## PROBLEM
Drop every image and restate the entries below word for word.

(Dataset excerpts)
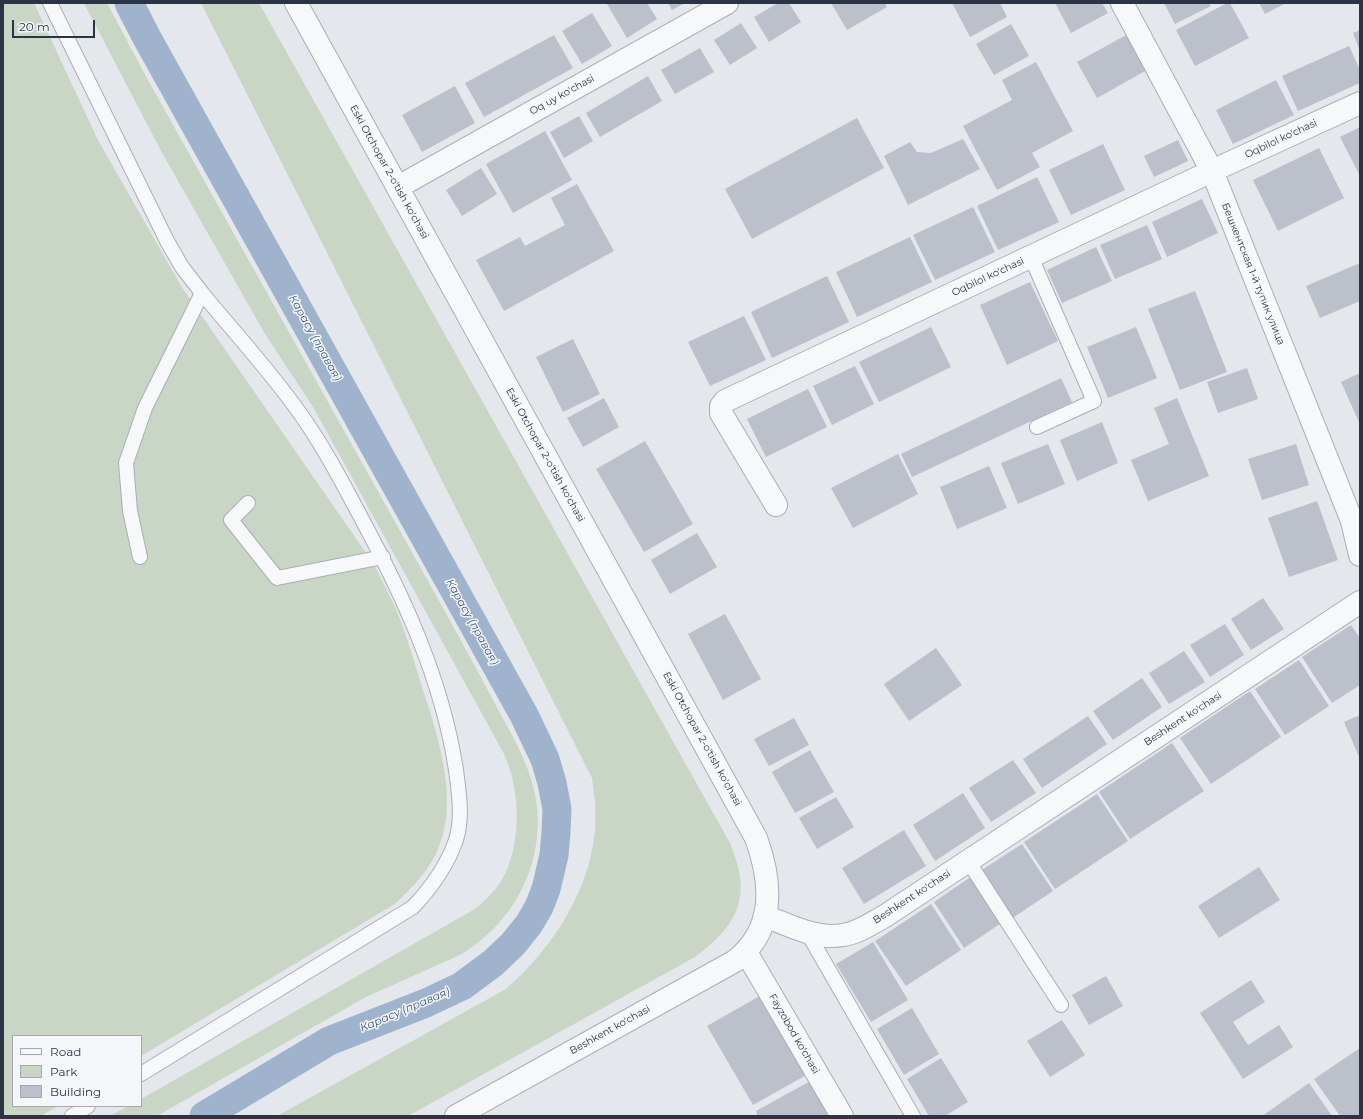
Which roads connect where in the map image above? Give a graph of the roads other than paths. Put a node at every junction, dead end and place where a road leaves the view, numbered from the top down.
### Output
1 (50, 3) edge
2 (296, 3) edge
3 (727, 3) edge
4 (1122, 3) edge
5 (1360, 103) edge
6 (1212, 171) junction
7 (398, 187) junction
8 (1031, 256) junction
9 (202, 292) junction
10 (1037, 426) dead end
11 (248, 503) dead end
12 (776, 505) dead end
13 (1356, 520) edge
14 (1360, 555) edge
15 (140, 557) dead end
16 (382, 557) junction
17 (1360, 602) edge
18 (968, 861) junction
19 (765, 916) junction
20 (807, 932) junction
21 (746, 952) junction
22 (1061, 1005) dead end
23 (142, 1073) edge
24 (86, 1107) edge
25 (72, 1116) edge
26 (456, 1116) edge
27 (842, 1116) edge
28 (913, 1116) edge

1 - 9 lane
2 - 7 street, Eski Otchopar 2-o'tish ko'chasi
3 - 7 street, Oq uy ko'chasi
4 - 6 street, Бешкентская 1-й тупик улица
5 - 6 street, Oqbilol ko'chasi
6 - 8 street, Oqbilol ko'chasi
6 - 13 street, Бешкентская 1-й тупик улица
7 - 19 street, Eski Otchopar 2-o'tish ko'chasi
8 - 10 lane
8 - 12 street, Oqbilol ko'chasi
9 - 15 lane
9 - 16 lane
11 - 16 lane
13 - 14 street, Бешкентская 1-й тупик улица
16 - 23 lane
17 - 18 street, Beshkent ko'chasi
18 - 20 street, Beshkent ko'chasi
18 - 22 lane
19 - 20 street, Beshkent ko'chasi
19 - 21 street, Beshkent ko'chasi
20 - 28 lane
21 - 26 street, Beshkent ko'chasi
21 - 27 street, Fayzobod ko'chasi
24 - 25 lane

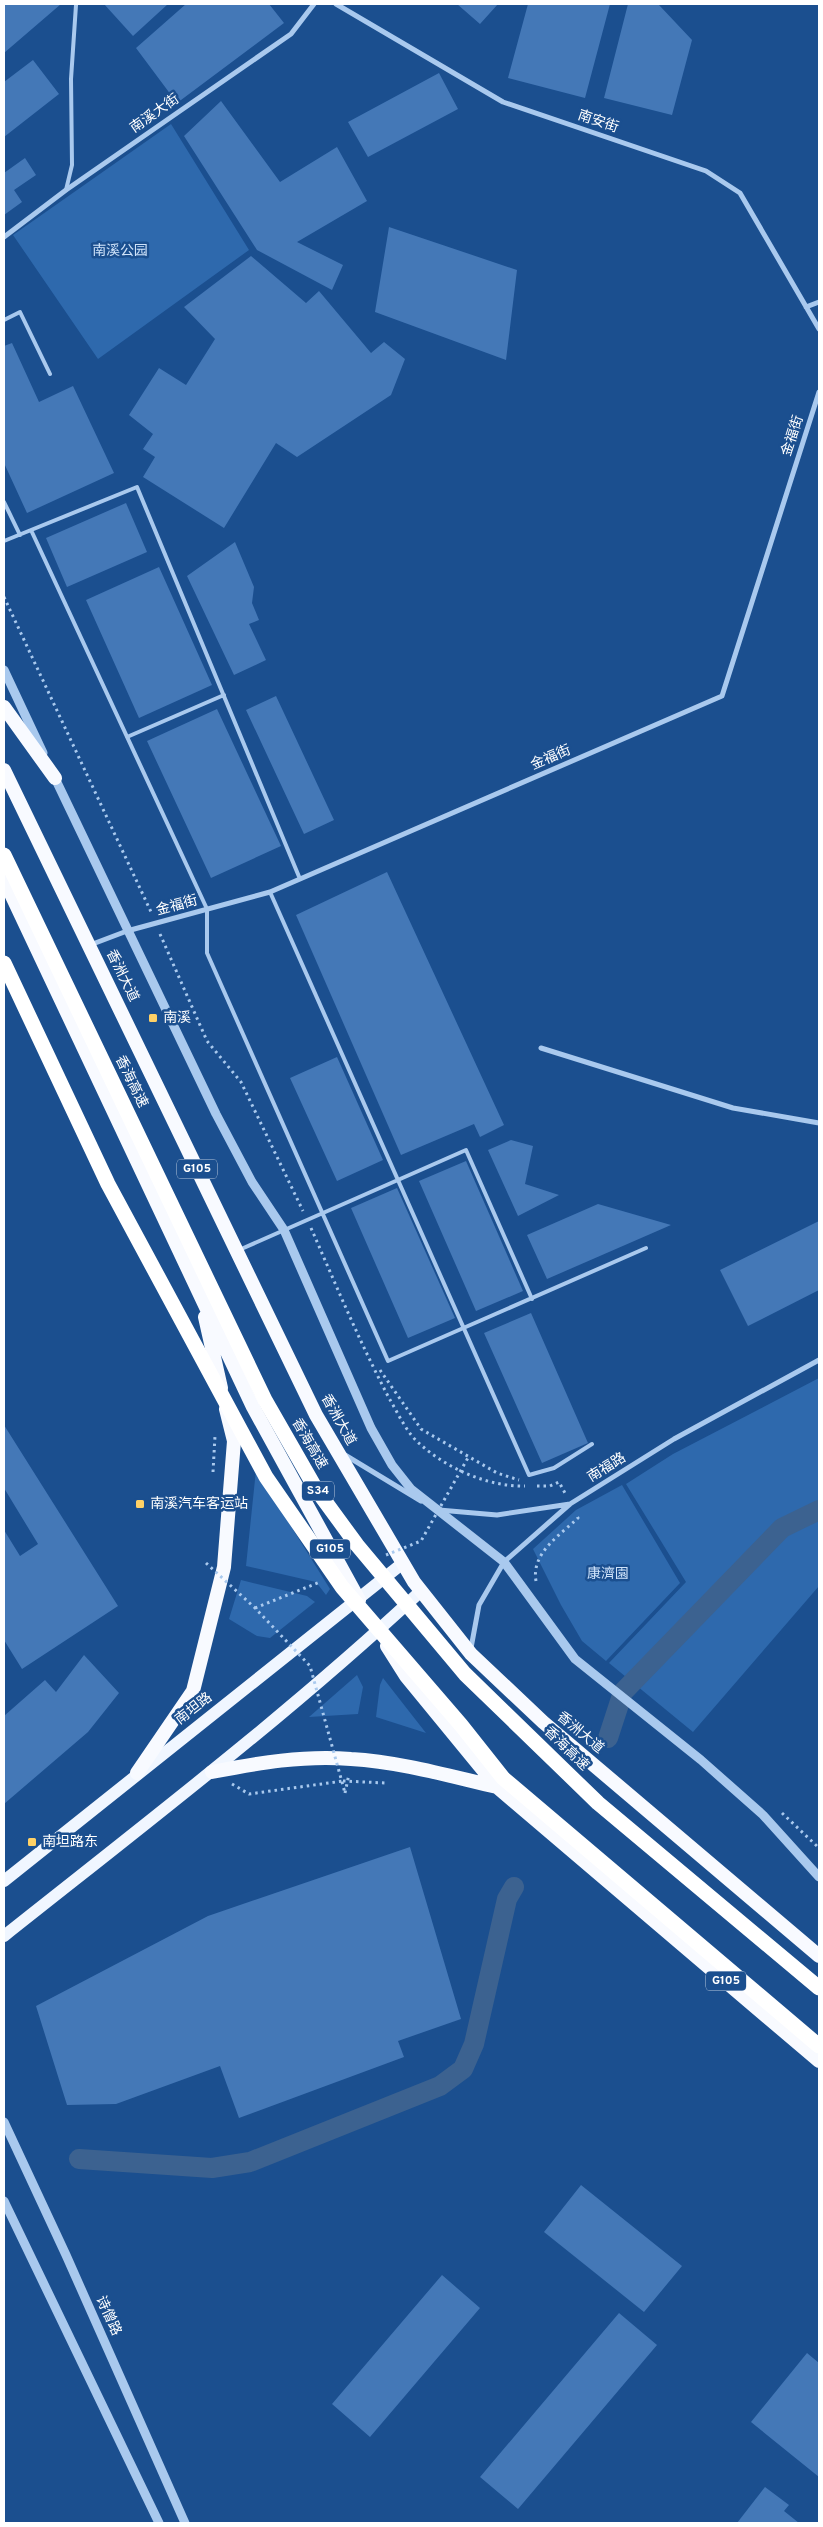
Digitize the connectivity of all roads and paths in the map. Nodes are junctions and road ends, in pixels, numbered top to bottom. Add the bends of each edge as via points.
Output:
1 (76, 4) edge
2 (314, 4) edge
3 (336, 4) edge
4 (66, 190) junction
5 (4, 238) edge
6 (819, 302) edge
7 (806, 306) junction
8 (4, 320) edge
9 (819, 329) edge
10 (50, 374) dead end
11 (819, 392) edge
12 (4, 502) edge
13 (31, 530) junction
14 (20, 535) junction
15 (4, 541) edge
16 (4, 670) edge
17 (224, 695) junction
18 (4, 707) edge
19 (127, 736) junction
20 (4, 770) edge
21 (55, 778) junction
22 (4, 855) edge
23 (300, 878) junction
24 (4, 879) edge
25 (270, 892) junction
26 (207, 909) junction
27 (127, 930) junction
28 (89, 946) junction
29 (4, 963) edge
30 (541, 1048) dead end
31 (819, 1123) edge
32 (398, 1180) junction
33 (323, 1213) junction
34 (284, 1230) junction
35 (646, 1248) dead end
36 (237, 1251) junction
37 (198, 1289) junction
38 (532, 1299) junction
39 (464, 1328) junction
40 (366, 1349) dead end
41 (819, 1360) edge
42 (592, 1444) dead end
43 (336, 1449) junction
44 (550, 1486) dead end
45 (570, 1504) junction
46 (436, 1510) junction
47 (403, 1562) junction
48 (504, 1562) junction
49 (206, 1563) dead end
50 (421, 1591) junction
51 (358, 1599) junction
52 (377, 1631) junction
53 (470, 1654) junction
54 (212, 1772) junction
55 (137, 1773) junction
56 (343, 1781) junction
57 (385, 1783) dead end
58 (497, 1787) junction
59 (345, 1793) dead end
60 (249, 1794) dead end
61 (819, 1877) edge
62 (4, 1881) edge
63 (4, 1936) edge
64 (819, 1956) edge
65 (819, 1988) edge
66 (819, 2046) edge
67 (819, 2061) edge
68 (4, 2122) edge
69 (4, 2201) edge
70 (159, 2523) edge
71 (185, 2523) edge

1 - 4 lane via 71,79 72,165
2 - 4 street, 南溪大街 via 291,34
3 - 7 street, 南安街 via 503,102 706,171 740,193
4 - 5 street, 南溪大街
6 - 7 street
7 - 9 street, 南安街
8 - 10 lane via 20,312
11 - 23 street, 金福街 via 722,696
12 - 14 lane
13 - 14 lane
13 - 17 lane via 137,487
13 - 19 lane
14 - 15 lane
16 - 21 street
17 - 19 lane
17 - 23 lane
18 - 21 highway
19 - 26 lane
20 - 28 highway, 香洲大道 / G105
21 - 27 street
22 - 65 highway, 香海高速 / S34, bridge via 265,1400 316,1489 357,1545 465,1674 598,1803
23 - 25 street, 金福街
24 - 37 highway, G105
25 - 26 street, 金福街
25 - 32 lane
26 - 27 street, 金福街
26 - 33 lane via 207,953
27 - 28 street, 金福街
27 - 34 street via 252,1182
28 - 36 highway, 香洲大道 / G105
29 - 66 highway, S34, bridge via 108,1184 250,1449 342,1587 503,1778
30 - 31 street via 733,1108
32 - 33 lane
32 - 38 lane via 466,1150
32 - 39 lane
33 - 34 lane
33 - 39 lane via 388,1362
34 - 36 lane
34 - 46 street via 371,1428 411,1489
35 - 38 lane
36 - 43 highway, 香洲大道 / G105 via 316,1415
37 - 51 highway, G105 via 253,1407
37 - 55 highway via 234,1441 224,1567 193,1691
38 - 39 lane
39 - 42 lane via 529,1475 554,1468
40 - 44 path via 421,1429 497,1473 515,1480
41 - 45 street, 南福路 via 674,1438
43 - 46 street via 367,1471
43 - 47 highway, 香洲大道 / G105
45 - 46 street via 497,1515
45 - 48 street, 南福路
46 - 48 street
47 - 50 highway, 香洲大道 / G105
47 - 51 main road, 南坦路
48 - 53 street, 南福路 via 479,1605
48 - 61 street via 575,1659 701,1760 763,1815
49 - 56 path, bridge via 255,1608 310,1666
50 - 52 main road
50 - 53 highway, 香洲大道 / G105
51 - 52 highway, G105
51 - 55 main road, 南坦路
52 - 54 main road
52 - 58 highway, G105 via 406,1676
53 - 64 highway, 香洲大道 / G105 via 543,1722
54 - 58 highway via 278,1760 351,1758 412,1767
54 - 63 main road
55 - 62 main road, 南坦路
56 - 57 path, bridge
56 - 59 path, bridge
56 - 60 path
58 - 67 highway, G105
68 - 71 street, 诗僧路
69 - 70 street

## OUTPUT FOR THIS EXERCISE
Which roads connect where in the map image above? Give a graph of the roads other than paths. Put a node at every junction, dead end and place where a road leaves the view, numbered from the top down.
### Output
1 (50, 3) edge
2 (296, 3) edge
3 (727, 3) edge
4 (1122, 3) edge
5 (1360, 103) edge
6 (1212, 171) junction
7 (398, 187) junction
8 (1031, 256) junction
9 (202, 292) junction
10 (1037, 426) dead end
11 (248, 503) dead end
12 (776, 505) dead end
13 (1356, 520) edge
14 (1360, 555) edge
15 (140, 557) dead end
16 (382, 557) junction
17 (1360, 602) edge
18 (968, 861) junction
19 (765, 916) junction
20 (807, 932) junction
21 (746, 952) junction
22 (1061, 1005) dead end
23 (142, 1073) edge
24 (86, 1107) edge
25 (72, 1116) edge
26 (456, 1116) edge
27 (842, 1116) edge
28 (913, 1116) edge

1 - 9 lane
2 - 7 street, Eski Otchopar 2-o'tish ko'chasi
3 - 7 street, Oq uy ko'chasi
4 - 6 street, Бешкентская 1-й тупик улица
5 - 6 street, Oqbilol ko'chasi
6 - 8 street, Oqbilol ko'chasi
6 - 13 street, Бешкентская 1-й тупик улица
7 - 19 street, Eski Otchopar 2-o'tish ko'chasi
8 - 10 lane
8 - 12 street, Oqbilol ko'chasi
9 - 15 lane
9 - 16 lane
11 - 16 lane
13 - 14 street, Бешкентская 1-й тупик улица
16 - 23 lane
17 - 18 street, Beshkent ko'chasi
18 - 20 street, Beshkent ko'chasi
18 - 22 lane
19 - 20 street, Beshkent ko'chasi
19 - 21 street, Beshkent ko'chasi
20 - 28 lane
21 - 26 street, Beshkent ko'chasi
21 - 27 street, Fayzobod ko'chasi
24 - 25 lane

Digitize the connectivity of all roads and paths in the map. Nodes are junctions and road ends, in pixels, numbered top to bottom. Add the bends of each edge as via points.
Output:
1 (76, 4) edge
2 (314, 4) edge
3 (336, 4) edge
4 (66, 190) junction
5 (4, 238) edge
6 (819, 302) edge
7 (806, 306) junction
8 (4, 320) edge
9 (819, 329) edge
10 (50, 374) dead end
11 (819, 392) edge
12 (4, 502) edge
13 (31, 530) junction
14 (20, 535) junction
15 (4, 541) edge
16 (4, 670) edge
17 (224, 695) junction
18 (4, 707) edge
19 (127, 736) junction
20 (4, 770) edge
21 (55, 778) junction
22 (4, 855) edge
23 (300, 878) junction
24 (4, 879) edge
25 (270, 892) junction
26 (207, 909) junction
27 (127, 930) junction
28 (89, 946) junction
29 (4, 963) edge
30 (541, 1048) dead end
31 (819, 1123) edge
32 (398, 1180) junction
33 (323, 1213) junction
34 (284, 1230) junction
35 (646, 1248) dead end
36 (237, 1251) junction
37 (198, 1289) junction
38 (532, 1299) junction
39 (464, 1328) junction
40 (366, 1349) dead end
41 (819, 1360) edge
42 (592, 1444) dead end
43 (336, 1449) junction
44 (550, 1486) dead end
45 (570, 1504) junction
46 (436, 1510) junction
47 (403, 1562) junction
48 (504, 1562) junction
49 (206, 1563) dead end
50 (421, 1591) junction
51 (358, 1599) junction
52 (377, 1631) junction
53 (470, 1654) junction
54 (212, 1772) junction
55 (137, 1773) junction
56 (343, 1781) junction
57 (385, 1783) dead end
58 (497, 1787) junction
59 (345, 1793) dead end
60 (249, 1794) dead end
61 (819, 1877) edge
62 (4, 1881) edge
63 (4, 1936) edge
64 (819, 1956) edge
65 (819, 1988) edge
66 (819, 2046) edge
67 (819, 2061) edge
68 (4, 2122) edge
69 (4, 2201) edge
70 (159, 2523) edge
71 (185, 2523) edge

1 - 4 lane via 71,79 72,165
2 - 4 street, 南溪大街 via 291,34
3 - 7 street, 南安街 via 503,102 706,171 740,193
4 - 5 street, 南溪大街
6 - 7 street
7 - 9 street, 南安街
8 - 10 lane via 20,312
11 - 23 street, 金福街 via 722,696
12 - 14 lane
13 - 14 lane
13 - 17 lane via 137,487
13 - 19 lane
14 - 15 lane
16 - 21 street
17 - 19 lane
17 - 23 lane
18 - 21 highway
19 - 26 lane
20 - 28 highway, 香洲大道 / G105
21 - 27 street
22 - 65 highway, 香海高速 / S34, bridge via 265,1400 316,1489 357,1545 465,1674 598,1803
23 - 25 street, 金福街
24 - 37 highway, G105
25 - 26 street, 金福街
25 - 32 lane
26 - 27 street, 金福街
26 - 33 lane via 207,953
27 - 28 street, 金福街
27 - 34 street via 252,1182
28 - 36 highway, 香洲大道 / G105
29 - 66 highway, S34, bridge via 108,1184 250,1449 342,1587 503,1778
30 - 31 street via 733,1108
32 - 33 lane
32 - 38 lane via 466,1150
32 - 39 lane
33 - 34 lane
33 - 39 lane via 388,1362
34 - 36 lane
34 - 46 street via 371,1428 411,1489
35 - 38 lane
36 - 43 highway, 香洲大道 / G105 via 316,1415
37 - 51 highway, G105 via 253,1407
37 - 55 highway via 234,1441 224,1567 193,1691
38 - 39 lane
39 - 42 lane via 529,1475 554,1468
40 - 44 path via 421,1429 497,1473 515,1480
41 - 45 street, 南福路 via 674,1438
43 - 46 street via 367,1471
43 - 47 highway, 香洲大道 / G105
45 - 46 street via 497,1515
45 - 48 street, 南福路
46 - 48 street
47 - 50 highway, 香洲大道 / G105
47 - 51 main road, 南坦路
48 - 53 street, 南福路 via 479,1605
48 - 61 street via 575,1659 701,1760 763,1815
49 - 56 path, bridge via 255,1608 310,1666
50 - 52 main road
50 - 53 highway, 香洲大道 / G105
51 - 52 highway, G105
51 - 55 main road, 南坦路
52 - 54 main road
52 - 58 highway, G105 via 406,1676
53 - 64 highway, 香洲大道 / G105 via 543,1722
54 - 58 highway via 278,1760 351,1758 412,1767
54 - 63 main road
55 - 62 main road, 南坦路
56 - 57 path, bridge
56 - 59 path, bridge
56 - 60 path
58 - 67 highway, G105
68 - 71 street, 诗僧路
69 - 70 street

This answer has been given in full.